As an industry, I think that we are now well beyond the perception that quality can be controlled for success. Lots of good thinkers and thought leaders over the last 20 years have moved our thinking from control to assurance, but for the majority of teams I work with the responsibility of QA folks isn’t really assuring quality. In order to deliver effectively with short iterations, quality assurance has to be the responsibility of the entire team. Many techniques and practices that assure quality are in the requirements, analysis, programming and operations space, so people with testing hats on can participate but not really drive most of that. Trying to define the responsibility of testers in an agile world at one of my clients, we got to the conclusion that testers in their team should have two key roles:
- supporting the team in deciding what needs to be tested, how to test it and performing a specialist part of testing
- visualising current state of quality for stakeholders to make more informed decisions
This struck a chord with something I’ve picked up from Elisabeth Hendrickson (it’s incredible how many gold nuggets of knowledge she drops everywhere she goes) at agile testing days 2009. she said that people asking for control really want visibility. so quality control is out of the door, assurance is following, what people really want is quality visibility. most of what we’ve been focusing on as a community over the recent years has been in the space of supporting the team (specification by example, exploratory testing, tdd) and the most efficient things in the visibility space are still horrible tables with incomprehensible amounts of data or static code analysis tools.
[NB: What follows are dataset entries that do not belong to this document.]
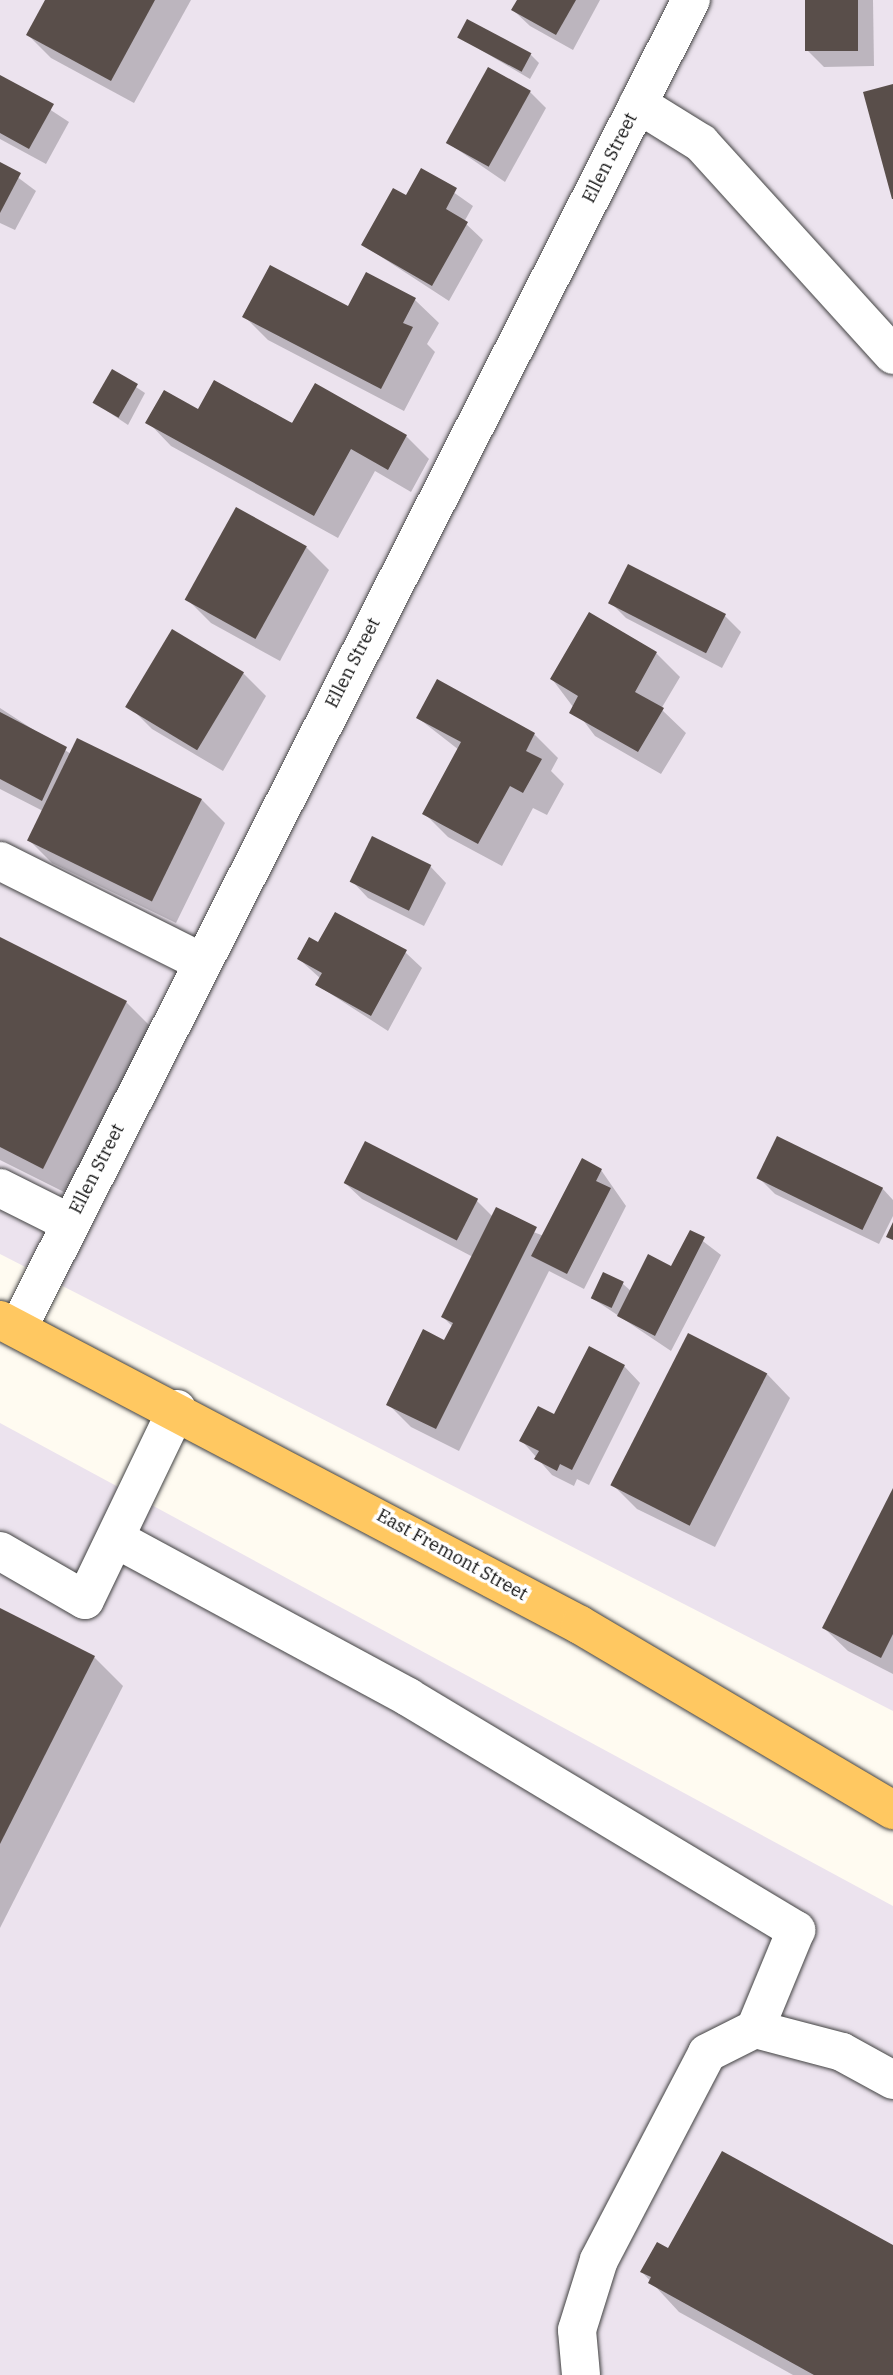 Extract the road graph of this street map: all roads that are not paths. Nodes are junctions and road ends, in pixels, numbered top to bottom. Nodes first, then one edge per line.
1 (691, 0) edge
2 (638, 104) junction
3 (893, 355) edge
4 (0, 861) edge
5 (202, 962) junction
6 (0, 1188) edge
7 (70, 1223) junction
8 (9, 1324) edge
9 (177, 1409) junction
10 (118, 1540) junction
11 (0, 1551) edge
12 (893, 1810) edge
13 (755, 2029) junction
14 (893, 2080) edge
15 (581, 2375) edge

1 - 2 street, Ellen Street
2 - 3 street
2 - 5 street, Ellen Street
4 - 5 street
5 - 7 street, Ellen Street
6 - 7 street
7 - 8 street, Ellen Street
8 - 9 main road, East Fremont Street
9 - 10 street
9 - 12 main road, East Fremont Street
10 - 11 street
10 - 13 street
13 - 14 street
13 - 15 street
So I’d like to throw a new problem at the agile testing community: how do we effectively visualise quality? how to we do it in a way that is easy to maintain but provides people with enough information to make decisions on releasing and process improvement?
The answers to these questions will no doubt be very contextual but we can probably repurpose, reuse or invent some good tools that work in particular contexts. I’ve started collecting some tools and techniques from lots of different places. Not sure yet what to do with it, but it will most likely be either a wiki or a book or both.
If you have a good way of visualising quality or a story to tell, please get in touch. I’d like to talk to you about it.
mail: gojko@gojko.com
skype: gojkoadzic
twitter: gojkoadzic


Each person is responsible for the way they communicate in the same way we are responsible for our hair cuts. Good engineers have no problems visualising what they do so that others can see. Working software, suites of tests, executable requirements, the one-page-planner, test drivers, test consoles, video, documents, etc..
I think that the idea a simple graphic could point to ‘what needed testing’ is naive. The whole point of reams of data is that it needs a smart human to interpret it, the data doesn’t speak for itself. The data, in its raw forms, has to have more layers of abstraction added to it, and I would say that’s the job of the team. There are no short cuts to this. Maybe Elizabeth is right, we do need more visualisation, but I would say that lack of it means you have a poor team, and that’s where they search should be.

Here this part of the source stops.